- EXERCISE DIRECTIONS: Whenever a line in the data below includes the string "every", copy it out.

:: GIVEN RECORDS ::

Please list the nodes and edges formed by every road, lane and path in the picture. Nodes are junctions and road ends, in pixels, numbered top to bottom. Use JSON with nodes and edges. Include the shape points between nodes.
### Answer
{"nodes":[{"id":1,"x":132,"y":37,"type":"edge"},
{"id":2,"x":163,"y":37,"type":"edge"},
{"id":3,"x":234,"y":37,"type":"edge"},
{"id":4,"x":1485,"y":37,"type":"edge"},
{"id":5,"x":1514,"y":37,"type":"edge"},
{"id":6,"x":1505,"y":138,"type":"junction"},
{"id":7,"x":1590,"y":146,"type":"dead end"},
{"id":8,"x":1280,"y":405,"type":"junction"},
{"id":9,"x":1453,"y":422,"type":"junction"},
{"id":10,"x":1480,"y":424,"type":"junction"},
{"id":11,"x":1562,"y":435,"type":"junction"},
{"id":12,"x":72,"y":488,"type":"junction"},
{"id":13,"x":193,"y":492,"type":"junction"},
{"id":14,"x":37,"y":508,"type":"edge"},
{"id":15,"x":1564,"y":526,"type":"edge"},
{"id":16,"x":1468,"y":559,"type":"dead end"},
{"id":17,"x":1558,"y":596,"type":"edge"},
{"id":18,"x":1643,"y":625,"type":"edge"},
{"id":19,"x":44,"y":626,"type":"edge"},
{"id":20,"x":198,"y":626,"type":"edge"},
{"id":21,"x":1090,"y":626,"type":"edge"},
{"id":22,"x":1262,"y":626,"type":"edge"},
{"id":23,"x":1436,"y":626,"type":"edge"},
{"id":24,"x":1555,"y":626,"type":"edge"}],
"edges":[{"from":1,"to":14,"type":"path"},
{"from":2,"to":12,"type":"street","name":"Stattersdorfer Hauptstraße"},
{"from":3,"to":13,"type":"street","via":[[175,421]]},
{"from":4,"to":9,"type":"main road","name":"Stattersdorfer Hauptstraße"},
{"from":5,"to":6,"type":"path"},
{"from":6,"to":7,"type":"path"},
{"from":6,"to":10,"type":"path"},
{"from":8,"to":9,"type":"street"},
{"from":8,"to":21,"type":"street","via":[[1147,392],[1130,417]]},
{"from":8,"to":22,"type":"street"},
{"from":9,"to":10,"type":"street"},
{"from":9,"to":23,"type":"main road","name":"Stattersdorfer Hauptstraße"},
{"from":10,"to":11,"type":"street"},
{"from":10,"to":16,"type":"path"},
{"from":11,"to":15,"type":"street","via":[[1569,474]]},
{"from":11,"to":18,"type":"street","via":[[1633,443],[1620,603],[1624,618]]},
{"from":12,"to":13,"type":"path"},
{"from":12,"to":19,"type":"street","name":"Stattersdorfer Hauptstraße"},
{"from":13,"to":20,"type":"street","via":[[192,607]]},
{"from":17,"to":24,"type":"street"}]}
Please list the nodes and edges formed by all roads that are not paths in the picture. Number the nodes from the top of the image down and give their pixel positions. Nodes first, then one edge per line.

:::
:: GIVEN RECORDS ::

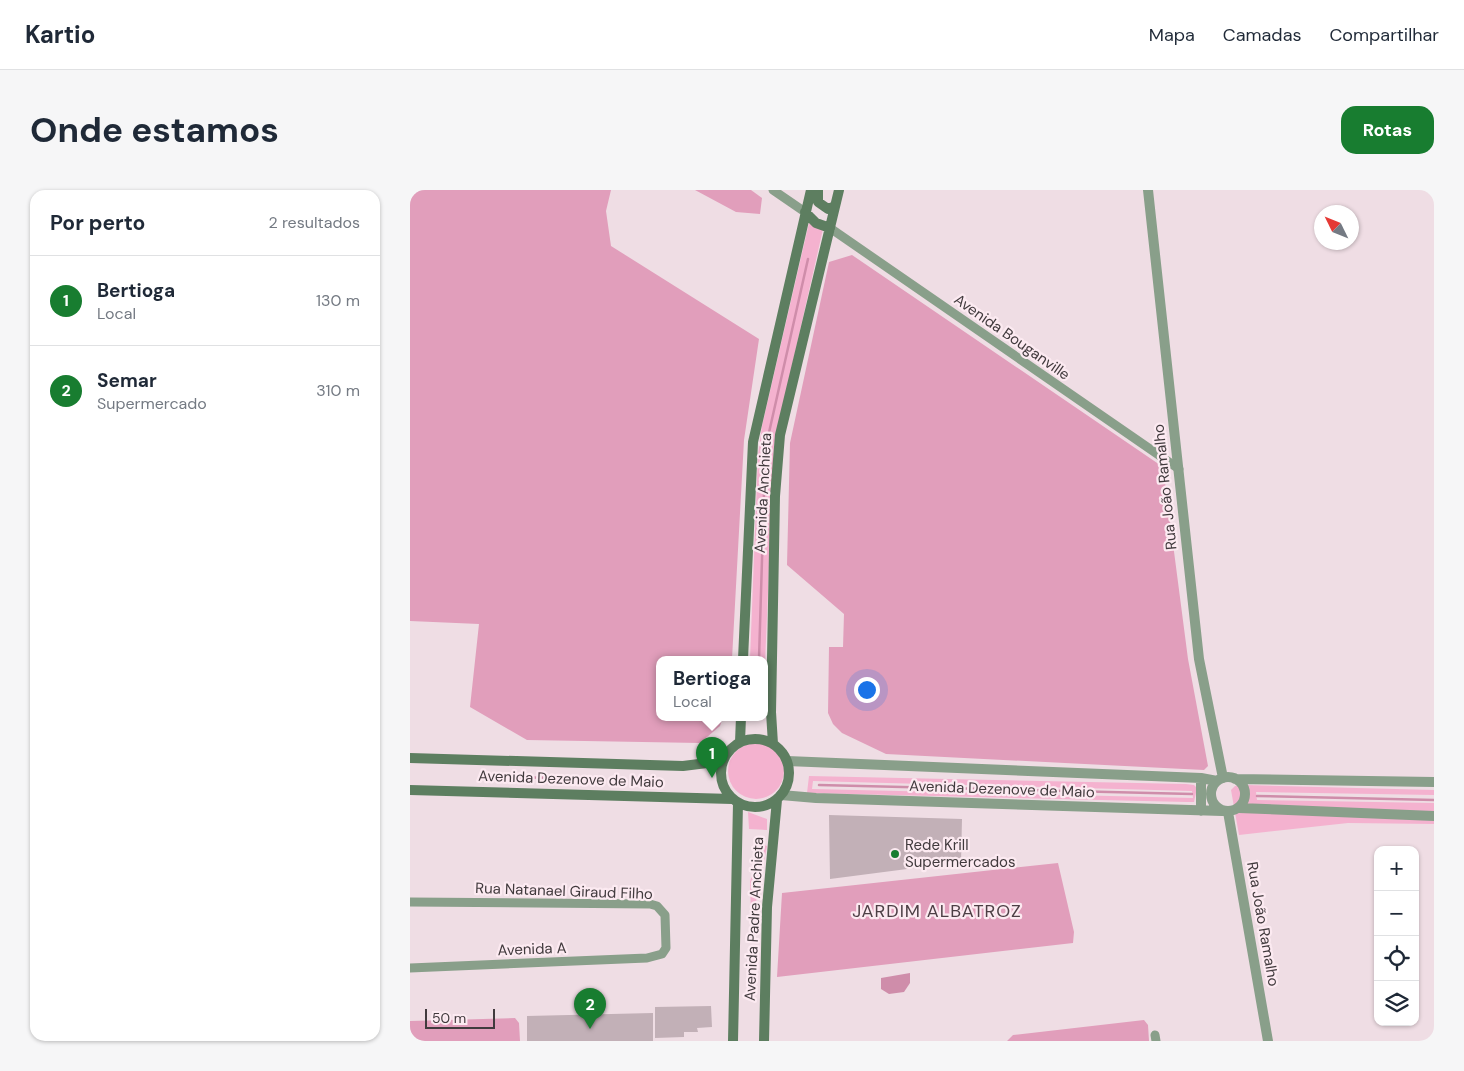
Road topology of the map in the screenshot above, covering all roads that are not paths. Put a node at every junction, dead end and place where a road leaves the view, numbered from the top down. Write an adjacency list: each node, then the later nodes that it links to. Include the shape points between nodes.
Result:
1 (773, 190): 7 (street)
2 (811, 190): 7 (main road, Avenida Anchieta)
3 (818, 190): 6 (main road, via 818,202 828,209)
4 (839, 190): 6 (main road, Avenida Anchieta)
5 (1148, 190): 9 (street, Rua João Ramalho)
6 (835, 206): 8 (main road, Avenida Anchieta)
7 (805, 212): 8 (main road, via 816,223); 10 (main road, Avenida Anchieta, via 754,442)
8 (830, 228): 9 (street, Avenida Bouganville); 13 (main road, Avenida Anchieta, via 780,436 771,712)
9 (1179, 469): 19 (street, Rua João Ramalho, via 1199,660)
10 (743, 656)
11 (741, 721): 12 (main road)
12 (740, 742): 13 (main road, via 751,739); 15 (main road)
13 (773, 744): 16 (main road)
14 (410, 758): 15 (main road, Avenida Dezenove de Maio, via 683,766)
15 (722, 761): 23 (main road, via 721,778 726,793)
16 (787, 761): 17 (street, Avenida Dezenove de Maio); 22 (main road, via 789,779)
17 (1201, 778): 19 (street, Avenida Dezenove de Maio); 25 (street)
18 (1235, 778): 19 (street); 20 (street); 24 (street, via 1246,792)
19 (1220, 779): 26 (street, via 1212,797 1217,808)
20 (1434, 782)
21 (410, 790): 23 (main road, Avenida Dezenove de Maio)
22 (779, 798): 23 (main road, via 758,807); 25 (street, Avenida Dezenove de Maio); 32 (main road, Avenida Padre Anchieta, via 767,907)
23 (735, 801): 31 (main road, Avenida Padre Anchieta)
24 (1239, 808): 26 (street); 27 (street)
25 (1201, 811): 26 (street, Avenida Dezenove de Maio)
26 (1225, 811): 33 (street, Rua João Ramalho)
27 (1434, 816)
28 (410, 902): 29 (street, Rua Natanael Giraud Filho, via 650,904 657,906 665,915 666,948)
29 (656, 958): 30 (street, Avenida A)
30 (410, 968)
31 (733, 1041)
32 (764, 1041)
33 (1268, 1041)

:::

- SOLVED PROBLEM:
Please list the nodes and edges formed by every road, lane and path in the picture. Nodes are junctions and road ends, in pixels, numbered top to bottom. Use JSON with nodes and edges. Include the shape points between nodes.
Road topology of the map in the screenshot above, covering all roads that are not paths. Put a node at every junction, dead end and place where a road leaves the view, numbered from the top down. Write an adjacency list: each node, then the later nodes that it links to. Include the shape points between nodes.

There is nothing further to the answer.